Последние годы в Калуге
Мой приезд внес некоторое оживление в жизнь калужан: все с интересом выслушивали мои рассказы, рассматривали привезенные мелочи и в душе, наверное, удивлялись моему возвращению из «земного рая». Внешне, если не считать отсутствия Димы, на Нижней Садовой все осталось по-старому. Борис приезжал из Москвы в конце недели, уезжал в понедельник и очень дорожил днями пребывания дома, хотя Москва имела для него теперь некоторую притягательную силу: его шутливый флирт с Лидией Дмитриевной Некрасовой, ставшей теперь врачом-невропатологом, превратился в нечто более значительное и прочное.
По субботам возобновились, как говорили Львовы, «аксаковские балишки», на которых, кроме их прежних посетителей, присутствовали теперь вновь приехавшие: Котя Штер из Нарыма, Борис Сабуров из Ирбита, Сергей Львов из Тобольска, Дмитрий Гудович — тоже из каких-то дальних краев, и завсегдатай московских салонов начала века — старый холостяк Николай Петрович Коновалов.

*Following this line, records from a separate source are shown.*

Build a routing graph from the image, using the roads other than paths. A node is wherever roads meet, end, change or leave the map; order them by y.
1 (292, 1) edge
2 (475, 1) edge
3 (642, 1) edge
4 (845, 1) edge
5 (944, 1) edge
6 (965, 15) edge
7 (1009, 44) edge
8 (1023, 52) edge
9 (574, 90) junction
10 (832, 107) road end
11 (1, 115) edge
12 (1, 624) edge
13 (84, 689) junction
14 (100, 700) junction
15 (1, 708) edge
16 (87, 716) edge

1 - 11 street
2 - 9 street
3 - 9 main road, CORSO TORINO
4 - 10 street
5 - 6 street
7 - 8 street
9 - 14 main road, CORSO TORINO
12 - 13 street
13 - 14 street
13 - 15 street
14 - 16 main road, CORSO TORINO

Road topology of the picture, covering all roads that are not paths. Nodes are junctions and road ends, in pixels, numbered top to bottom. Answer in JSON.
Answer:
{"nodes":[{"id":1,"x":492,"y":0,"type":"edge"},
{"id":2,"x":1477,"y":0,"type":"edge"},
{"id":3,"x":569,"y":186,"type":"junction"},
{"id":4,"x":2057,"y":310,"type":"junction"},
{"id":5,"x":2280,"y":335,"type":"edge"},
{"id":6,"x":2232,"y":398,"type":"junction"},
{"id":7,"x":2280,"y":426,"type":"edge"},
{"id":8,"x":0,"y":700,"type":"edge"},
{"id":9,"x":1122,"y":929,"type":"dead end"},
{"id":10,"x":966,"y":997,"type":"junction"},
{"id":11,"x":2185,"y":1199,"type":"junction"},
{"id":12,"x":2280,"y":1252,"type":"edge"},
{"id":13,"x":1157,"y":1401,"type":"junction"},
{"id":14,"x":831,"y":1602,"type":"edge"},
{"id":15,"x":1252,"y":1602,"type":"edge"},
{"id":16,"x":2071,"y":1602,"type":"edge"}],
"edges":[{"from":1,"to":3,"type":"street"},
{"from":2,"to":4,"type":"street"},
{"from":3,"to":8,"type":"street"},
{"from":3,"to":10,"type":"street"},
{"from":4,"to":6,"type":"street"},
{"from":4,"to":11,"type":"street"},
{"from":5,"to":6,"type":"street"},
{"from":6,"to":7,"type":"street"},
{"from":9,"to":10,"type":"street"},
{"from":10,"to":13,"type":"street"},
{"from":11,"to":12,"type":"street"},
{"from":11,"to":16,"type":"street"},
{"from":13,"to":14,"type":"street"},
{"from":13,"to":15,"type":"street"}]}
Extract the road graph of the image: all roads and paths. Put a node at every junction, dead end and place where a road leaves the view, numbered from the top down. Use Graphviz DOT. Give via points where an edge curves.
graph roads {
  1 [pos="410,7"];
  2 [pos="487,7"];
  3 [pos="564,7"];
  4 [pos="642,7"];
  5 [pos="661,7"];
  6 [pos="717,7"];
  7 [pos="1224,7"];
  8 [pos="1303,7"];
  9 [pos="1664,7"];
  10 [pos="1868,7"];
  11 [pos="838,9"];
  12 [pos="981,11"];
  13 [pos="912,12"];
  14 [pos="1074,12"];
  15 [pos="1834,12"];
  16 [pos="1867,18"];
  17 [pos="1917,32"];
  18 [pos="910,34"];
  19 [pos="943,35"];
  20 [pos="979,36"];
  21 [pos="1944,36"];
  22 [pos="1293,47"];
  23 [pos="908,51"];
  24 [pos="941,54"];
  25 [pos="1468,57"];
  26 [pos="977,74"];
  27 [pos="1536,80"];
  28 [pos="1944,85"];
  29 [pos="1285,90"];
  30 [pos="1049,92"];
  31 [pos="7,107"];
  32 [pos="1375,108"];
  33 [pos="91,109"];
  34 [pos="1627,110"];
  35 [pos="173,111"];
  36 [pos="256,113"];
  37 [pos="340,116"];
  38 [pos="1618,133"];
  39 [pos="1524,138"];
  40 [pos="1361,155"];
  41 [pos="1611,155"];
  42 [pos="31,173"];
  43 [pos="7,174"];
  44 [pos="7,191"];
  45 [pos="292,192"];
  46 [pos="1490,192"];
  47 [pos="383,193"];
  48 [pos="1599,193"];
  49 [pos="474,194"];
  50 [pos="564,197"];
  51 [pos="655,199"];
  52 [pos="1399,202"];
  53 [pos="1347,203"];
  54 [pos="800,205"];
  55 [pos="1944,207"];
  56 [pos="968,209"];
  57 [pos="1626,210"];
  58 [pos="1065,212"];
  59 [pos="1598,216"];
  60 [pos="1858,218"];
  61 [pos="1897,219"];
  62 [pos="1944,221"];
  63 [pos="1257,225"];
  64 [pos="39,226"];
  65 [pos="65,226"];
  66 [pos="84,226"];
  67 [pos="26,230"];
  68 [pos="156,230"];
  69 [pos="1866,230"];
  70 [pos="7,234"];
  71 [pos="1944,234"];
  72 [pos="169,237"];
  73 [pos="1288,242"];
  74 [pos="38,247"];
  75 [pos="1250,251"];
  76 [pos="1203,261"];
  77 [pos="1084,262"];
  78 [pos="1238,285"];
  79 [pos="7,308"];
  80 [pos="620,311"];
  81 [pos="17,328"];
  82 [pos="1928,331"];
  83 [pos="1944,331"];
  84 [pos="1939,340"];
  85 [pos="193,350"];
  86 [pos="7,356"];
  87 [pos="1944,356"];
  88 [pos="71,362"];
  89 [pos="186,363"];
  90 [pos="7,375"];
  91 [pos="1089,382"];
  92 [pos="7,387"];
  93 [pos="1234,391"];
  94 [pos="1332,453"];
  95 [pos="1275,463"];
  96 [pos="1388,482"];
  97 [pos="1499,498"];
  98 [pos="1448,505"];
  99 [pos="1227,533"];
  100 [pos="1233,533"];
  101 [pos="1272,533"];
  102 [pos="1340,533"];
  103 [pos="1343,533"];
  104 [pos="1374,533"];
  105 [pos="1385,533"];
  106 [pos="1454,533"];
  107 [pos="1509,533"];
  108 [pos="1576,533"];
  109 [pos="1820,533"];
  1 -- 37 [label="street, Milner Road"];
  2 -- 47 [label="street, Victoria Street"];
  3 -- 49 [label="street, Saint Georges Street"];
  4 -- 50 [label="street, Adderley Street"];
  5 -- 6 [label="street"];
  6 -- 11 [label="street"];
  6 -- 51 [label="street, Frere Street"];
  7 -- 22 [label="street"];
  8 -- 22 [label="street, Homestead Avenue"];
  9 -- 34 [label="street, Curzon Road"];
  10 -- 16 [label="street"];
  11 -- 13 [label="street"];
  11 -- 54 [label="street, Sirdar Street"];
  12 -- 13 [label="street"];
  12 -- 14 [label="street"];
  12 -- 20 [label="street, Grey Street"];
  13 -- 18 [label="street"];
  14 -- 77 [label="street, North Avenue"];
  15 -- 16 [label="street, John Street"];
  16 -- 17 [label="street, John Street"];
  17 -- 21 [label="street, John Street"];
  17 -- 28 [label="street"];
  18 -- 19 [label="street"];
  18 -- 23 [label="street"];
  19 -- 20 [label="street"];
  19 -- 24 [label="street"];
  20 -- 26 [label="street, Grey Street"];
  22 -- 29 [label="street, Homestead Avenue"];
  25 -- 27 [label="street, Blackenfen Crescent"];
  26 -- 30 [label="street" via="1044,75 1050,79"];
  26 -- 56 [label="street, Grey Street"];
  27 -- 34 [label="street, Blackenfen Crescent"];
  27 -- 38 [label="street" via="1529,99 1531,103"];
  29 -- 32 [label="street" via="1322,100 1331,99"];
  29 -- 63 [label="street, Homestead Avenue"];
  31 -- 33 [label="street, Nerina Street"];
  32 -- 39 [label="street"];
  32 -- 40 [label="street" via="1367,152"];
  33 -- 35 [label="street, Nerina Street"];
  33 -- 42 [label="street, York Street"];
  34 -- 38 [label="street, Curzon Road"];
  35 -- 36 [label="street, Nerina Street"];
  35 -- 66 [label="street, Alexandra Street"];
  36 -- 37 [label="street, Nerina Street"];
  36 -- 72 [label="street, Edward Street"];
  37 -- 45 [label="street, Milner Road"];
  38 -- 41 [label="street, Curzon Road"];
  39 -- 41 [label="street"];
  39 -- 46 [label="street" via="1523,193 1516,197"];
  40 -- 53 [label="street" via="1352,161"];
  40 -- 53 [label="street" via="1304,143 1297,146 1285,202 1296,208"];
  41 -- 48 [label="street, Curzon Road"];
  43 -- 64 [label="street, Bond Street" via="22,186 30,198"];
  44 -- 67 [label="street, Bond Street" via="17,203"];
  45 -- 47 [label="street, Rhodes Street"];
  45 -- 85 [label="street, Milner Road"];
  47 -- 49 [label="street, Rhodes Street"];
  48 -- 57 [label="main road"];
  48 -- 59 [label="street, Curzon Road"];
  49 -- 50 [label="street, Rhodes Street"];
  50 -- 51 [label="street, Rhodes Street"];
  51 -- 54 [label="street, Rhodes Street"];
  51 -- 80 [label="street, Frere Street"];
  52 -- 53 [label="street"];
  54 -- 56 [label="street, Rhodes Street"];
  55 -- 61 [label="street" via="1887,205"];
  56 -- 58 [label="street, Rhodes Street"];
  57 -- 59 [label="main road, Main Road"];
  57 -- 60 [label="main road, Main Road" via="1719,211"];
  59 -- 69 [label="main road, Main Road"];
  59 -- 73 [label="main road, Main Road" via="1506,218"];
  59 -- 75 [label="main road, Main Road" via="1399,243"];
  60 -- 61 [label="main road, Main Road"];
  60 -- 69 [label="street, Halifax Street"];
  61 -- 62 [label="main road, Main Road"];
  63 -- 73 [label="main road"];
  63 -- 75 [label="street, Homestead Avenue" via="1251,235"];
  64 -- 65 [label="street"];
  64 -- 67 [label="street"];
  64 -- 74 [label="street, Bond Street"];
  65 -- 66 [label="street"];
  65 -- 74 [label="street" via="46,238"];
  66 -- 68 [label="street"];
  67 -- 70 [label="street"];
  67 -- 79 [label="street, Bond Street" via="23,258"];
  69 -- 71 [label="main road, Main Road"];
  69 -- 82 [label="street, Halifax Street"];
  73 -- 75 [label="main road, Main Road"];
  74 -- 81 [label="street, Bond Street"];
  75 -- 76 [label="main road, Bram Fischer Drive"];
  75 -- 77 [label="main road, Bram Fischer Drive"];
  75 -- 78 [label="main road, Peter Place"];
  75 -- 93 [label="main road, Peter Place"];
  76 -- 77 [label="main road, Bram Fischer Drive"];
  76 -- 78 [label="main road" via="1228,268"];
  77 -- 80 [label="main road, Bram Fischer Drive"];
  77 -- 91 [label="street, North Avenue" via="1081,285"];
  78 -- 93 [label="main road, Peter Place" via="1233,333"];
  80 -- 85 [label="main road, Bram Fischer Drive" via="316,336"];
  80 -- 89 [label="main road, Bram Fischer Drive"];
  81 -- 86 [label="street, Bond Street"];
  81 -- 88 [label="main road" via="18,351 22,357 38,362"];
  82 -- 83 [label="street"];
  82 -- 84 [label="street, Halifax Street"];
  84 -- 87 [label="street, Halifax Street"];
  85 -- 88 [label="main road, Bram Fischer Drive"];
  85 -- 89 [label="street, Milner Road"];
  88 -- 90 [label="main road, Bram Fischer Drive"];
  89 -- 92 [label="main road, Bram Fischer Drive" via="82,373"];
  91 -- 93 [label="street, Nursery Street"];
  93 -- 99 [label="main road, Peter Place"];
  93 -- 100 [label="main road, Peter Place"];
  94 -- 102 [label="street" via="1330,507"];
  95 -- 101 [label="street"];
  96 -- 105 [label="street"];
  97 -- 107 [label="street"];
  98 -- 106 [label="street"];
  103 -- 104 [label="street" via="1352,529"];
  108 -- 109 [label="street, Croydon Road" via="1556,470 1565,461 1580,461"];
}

Насколько я помню, на этих «балишках» бывало довольно весело: братья Сабуровы — очень музыкальные — играли на гитаре, братья Львовы если не безукоризненно, то безотказно пели цыганские романсы, а Коновалов с невозмутимым видом рассказывал самые смешные истории. Однако и в самом разгаре веселья меня подчас охватывало щемящее чувство. Я понимала, что вся эта молодежь — обречена, что это только маленькая передышка, нечто вроде «пира во время чумы». Помню, как мне стало жутко, когда милый Дмитрий Гудович вдруг вскочил из-за стола с цыганским припевом: «Пить будем и гулять будем, а смерть придет — помирать будем».
Через десять лет никого из здесь поименованных не было в живых. Павлик Леонутов, тоже принимавший участие в «балишках», всех опередил — его не было в живых уже через два года.
Анна Ильинична Толстая, которая благодаря своему чудесному пению под гитару бывала украшением любых «балишек», в Калуге уже не жила. Она переехала в Москву и там, после развода с Хольмбергом, вышла замуж за бывшего «поливановца» моего времени, профессора МГУ Павла Сергеевича Попова. Навещая ее во время моих довольно частых поездок в Москву, я однажды стала свидетельницей забавной сцены: ее двоюродная сестра Софья Андреевна, бывшая сначала замужем за Сергеем Сухотиным, а потом короткое время за Сергеем Есениным, при мне разговаривала от Анны Ильиничны по телефону с Цявловским (это происходило тогда, когда между двоюродными сестрами еще поддерживались какие-то приемлемые отношения). Цявловский незадолго до того опубликовал статью о Есенине, в которой Софья Андреевна Толстая называлась его пятой женой. Это ее настолько возмутило, что она топала ногами и кричала в трубку: «Я не пятая, я — четвертая!»